While I enjoyed all of the stories in the book, I recommend most highly the last three which involve the same characters in a series of stories that link to one another -- Rodney Fails to Qualify, Jane Gets Off the Fairway and The Purification of Rodney Spelvin. Jane Packard and Williams Bates are dedicated golfers who seem destined for one another, except for a romantic streak in Jane that takes her off to greener pastures from time to time. Rodney Spelvin is her continual tempter with his poetic career and artsy ways. Rodney's ignorance of golf proves to be his Achilles heel.

Each story is introduced by that old reprobate, the Oldest Member, who lies in wait around the golf course waiting for someone to let him bend their ear with another lengthy story. Every club has such a person, and readers will remember many occasions of arriving home hours late after having been waylaid by such a person at their golf club.
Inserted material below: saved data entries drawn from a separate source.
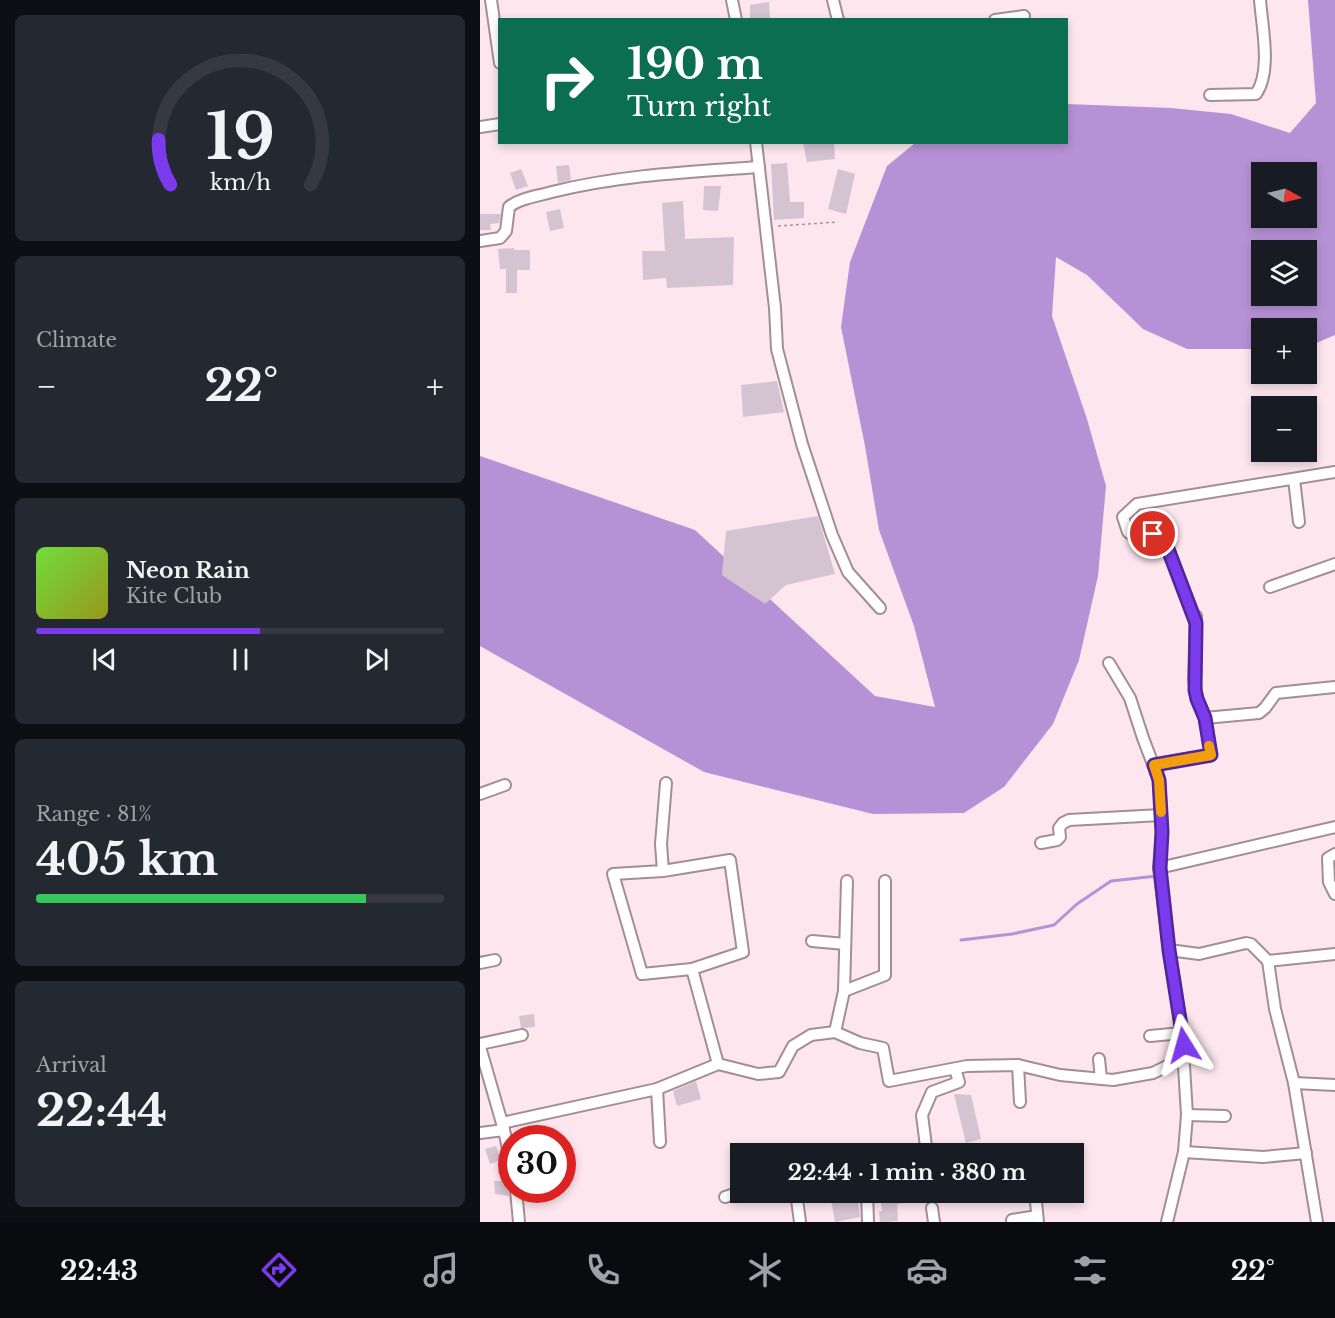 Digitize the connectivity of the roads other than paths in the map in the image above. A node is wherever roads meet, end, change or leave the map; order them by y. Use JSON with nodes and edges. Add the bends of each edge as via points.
{"nodes":[{"id":1,"x":491,"y":0,"type":"edge"},
{"id":2,"x":732,"y":0,"type":"edge"},
{"id":3,"x":833,"y":0,"type":"edge"},
{"id":4,"x":1260,"y":0,"type":"edge"},
{"id":5,"x":1024,"y":16,"type":"dead end"},
{"id":6,"x":736,"y":18,"type":"edge"},
{"id":7,"x":838,"y":18,"type":"edge"},
{"id":8,"x":1010,"y":18,"type":"edge"},
{"id":9,"x":498,"y":49,"type":"edge"},
{"id":10,"x":1210,"y":95,"type":"dead end"},
{"id":11,"x":498,"y":124,"type":"edge"},
{"id":12,"x":480,"y":127,"type":"edge"},
{"id":13,"x":756,"y":144,"type":"edge"},
{"id":14,"x":759,"y":167,"type":"junction"},
{"id":15,"x":480,"y":242,"type":"edge"},
{"id":16,"x":1335,"y":472,"type":"edge"},
{"id":17,"x":1293,"y":479,"type":"junction"},
{"id":18,"x":1299,"y":522,"type":"dead end"},
{"id":19,"x":1335,"y":564,"type":"edge"},
{"id":20,"x":1269,"y":587,"type":"dead end"},
{"id":21,"x":880,"y":608,"type":"dead end"},
{"id":22,"x":1110,"y":663,"type":"dead end"},
{"id":23,"x":1335,"y":687,"type":"edge"},
{"id":24,"x":1205,"y":718,"type":"junction"},
{"id":25,"x":1154,"y":765,"type":"junction"},
{"id":26,"x":666,"y":783,"type":"dead end"},
{"id":27,"x":505,"y":785,"type":"dead end"},
{"id":28,"x":480,"y":794,"type":"edge"},
{"id":29,"x":1161,"y":815,"type":"junction"},
{"id":30,"x":1335,"y":827,"type":"edge"},
{"id":31,"x":1041,"y":843,"type":"dead end"},
{"id":32,"x":1335,"y":854,"type":"edge"},
{"id":33,"x":1160,"y":868,"type":"junction"},
{"id":34,"x":663,"y":871,"type":"junction"},
{"id":35,"x":847,"y":881,"type":"dead end"},
{"id":36,"x":885,"y":881,"type":"dead end"},
{"id":37,"x":1335,"y":894,"type":"edge"},
{"id":38,"x":812,"y":941,"type":"dead end"},
{"id":39,"x":845,"y":944,"type":"junction"},
{"id":40,"x":1169,"y":950,"type":"junction"},
{"id":41,"x":1335,"y":954,"type":"edge"},
{"id":42,"x":495,"y":960,"type":"dead end"},
{"id":43,"x":1268,"y":961,"type":"junction"},
{"id":44,"x":480,"y":963,"type":"edge"},
{"id":45,"x":692,"y":969,"type":"junction"},
{"id":46,"x":844,"y":991,"type":"junction"},
{"id":47,"x":835,"y":1032,"type":"junction"},
{"id":48,"x":1182,"y":1032,"type":"junction"},
{"id":49,"x":522,"y":1035,"type":"dead end"},
{"id":50,"x":1150,"y":1036,"type":"dead end"},
{"id":51,"x":480,"y":1045,"type":"edge"},
{"id":52,"x":1185,"y":1058,"type":"junction"},
{"id":53,"x":1099,"y":1059,"type":"dead end"},
{"id":54,"x":718,"y":1064,"type":"junction"},
{"id":55,"x":1018,"y":1065,"type":"junction"},
{"id":56,"x":955,"y":1069,"type":"junction"},
{"id":57,"x":1101,"y":1079,"type":"junction"},
{"id":58,"x":1294,"y":1083,"type":"junction"},
{"id":59,"x":1335,"y":1085,"type":"edge"},
{"id":60,"x":657,"y":1089,"type":"junction"},
{"id":61,"x":1020,"y":1102,"type":"dead end"},
{"id":62,"x":1186,"y":1115,"type":"junction"},
{"id":63,"x":1225,"y":1116,"type":"dead end"},
{"id":64,"x":503,"y":1125,"type":"edge"},
{"id":65,"x":507,"y":1125,"type":"edge"},
{"id":66,"x":498,"y":1128,"type":"edge"},
{"id":67,"x":480,"y":1133,"type":"edge"},
{"id":68,"x":660,"y":1143,"type":"dead end"},
{"id":69,"x":926,"y":1143,"type":"edge"},
{"id":70,"x":1184,"y":1152,"type":"junction"},
{"id":71,"x":1306,"y":1153,"type":"junction"},
{"id":72,"x":730,"y":1195,"type":"edge"},
{"id":73,"x":724,"y":1197,"type":"dead end"},
{"id":74,"x":517,"y":1203,"type":"edge"},
{"id":75,"x":797,"y":1203,"type":"edge"},
{"id":76,"x":867,"y":1203,"type":"edge"},
{"id":77,"x":1036,"y":1203,"type":"edge"},
{"id":78,"x":932,"y":1208,"type":"dead end"},
{"id":79,"x":1037,"y":1219,"type":"edge"},
{"id":80,"x":1012,"y":1220,"type":"dead end"},
{"id":81,"x":519,"y":1222,"type":"edge"},
{"id":82,"x":800,"y":1222,"type":"edge"},
{"id":83,"x":867,"y":1222,"type":"edge"},
{"id":84,"x":934,"y":1222,"type":"edge"},
{"id":85,"x":1167,"y":1222,"type":"edge"},
{"id":86,"x":1317,"y":1222,"type":"edge"}],
"edges":[{"from":1,"to":9,"type":"street"},
{"from":2,"to":6,"type":"street"},
{"from":3,"to":7,"type":"street"},
{"from":4,"to":10,"type":"street","via":[[1262,85],[1256,94]]},
{"from":5,"to":8,"type":"street"},
{"from":11,"to":12,"type":"street"},
{"from":13,"to":14,"type":"street"},
{"from":14,"to":15,"type":"street","via":[[627,177],[533,197],[509,207],[506,231],[500,238]]},
{"from":14,"to":21,"type":"street","via":[[777,349],[832,535],[848,572]]},
{"from":16,"to":17,"type":"street"},
{"from":17,"to":18,"type":"street"},
{"from":17,"to":24,"type":"street","via":[[1137,504],[1123,518],[1128,532],[1142,541],[1153,534],[1166,544],[1195,616],[1194,679]]},
{"from":19,"to":20,"type":"street"},
{"from":22,"to":25,"type":"street","via":[[1130,698]]},
{"from":23,"to":24,"type":"street","via":[[1276,693],[1259,713]]},
{"from":24,"to":25,"type":"street","via":[[1211,755]]},
{"from":25,"to":29,"type":"street"},
{"from":26,"to":34,"type":"street"},
{"from":27,"to":28,"type":"street"},
{"from":29,"to":31,"type":"street","via":[[1070,820],[1059,828],[1058,840]]},
{"from":29,"to":33,"type":"street"},
{"from":30,"to":33,"type":"street"},
{"from":32,"to":37,"type":"street","via":[[1328,858],[1329,882]]},
{"from":33,"to":40,"type":"street"},
{"from":34,"to":45,"type":"street","via":[[613,874],[642,974]]},
{"from":34,"to":45,"type":"street","via":[[730,860],[743,952]]},
{"from":35,"to":39,"type":"street"},
{"from":36,"to":46,"type":"street","via":[[885,975]]},
{"from":38,"to":39,"type":"street"},
{"from":39,"to":46,"type":"street"},
{"from":40,"to":43,"type":"street","via":[[1199,954],[1246,943]]},
{"from":40,"to":48,"type":"street"},
{"from":41,"to":43,"type":"street"},
{"from":42,"to":44,"type":"street"},
{"from":43,"to":58,"type":"street","via":[[1275,1010]]},
{"from":45,"to":54,"type":"street"},
{"from":46,"to":47,"type":"street"},
{"from":47,"to":54,"type":"street","via":[[811,1035],[793,1046],[779,1071],[758,1074]]},
{"from":47,"to":56,"type":"street","via":[[884,1048],[889,1081]]},
{"from":48,"to":50,"type":"street"},
{"from":48,"to":52,"type":"street"},
{"from":49,"to":51,"type":"street"},
{"from":51,"to":64,"type":"street"},
{"from":52,"to":57,"type":"street","via":[[1153,1073]]},
{"from":52,"to":62,"type":"street"},
{"from":53,"to":57,"type":"street"},
{"from":54,"to":60,"type":"street"},
{"from":55,"to":56,"type":"street"},
{"from":55,"to":57,"type":"street"},
{"from":55,"to":61,"type":"street"},
{"from":56,"to":69,"type":"street","via":[[959,1082],[932,1092],[922,1115]]},
{"from":58,"to":59,"type":"street"},
{"from":58,"to":71,"type":"street"},
{"from":60,"to":65,"type":"street"},
{"from":60,"to":68,"type":"street"},
{"from":62,"to":63,"type":"street"},
{"from":62,"to":70,"type":"street"},
{"from":66,"to":67,"type":"street"},
{"from":70,"to":71,"type":"street","via":[[1263,1157]]},
{"from":70,"to":85,"type":"street"},
{"from":71,"to":86,"type":"street"},
{"from":72,"to":73,"type":"street"},
{"from":74,"to":81,"type":"street"},
{"from":75,"to":82,"type":"street"},
{"from":76,"to":83,"type":"street"},
{"from":77,"to":79,"type":"street"},
{"from":78,"to":84,"type":"street"},
{"from":79,"to":80,"type":"street"}]}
The Heart of a Goof is one of the funniest golf stories I have read. It captures the ironies of golf very well. Golf humbles even the mightiest of us, and our greatest failures may follow soon after our sweetest swings.

High Stakes looks at that favorite golfing activity, the bet, in a new light and builds a hilarious scenario around what a dedicated golfer will do to pursue his passions. Keeping in with Vosper continues the same story line and is a very funny look at the effects of an anti-Jeeves manservant.

Chester forgets himself explores a common Wodehouse theme, the fellow who tries to pretend he is better than he is and turns off his love's interest in the process.

The Magic Plus Fours will remind many readers of Dumbo's magic feather and its ability to influence his confidence, that most elusive of all golfing qualities.

The Awakening of Podmarsh looks at that most delicious of all golfing experiences, having a career round. It will bring back happy memories to any golfer.

Fore!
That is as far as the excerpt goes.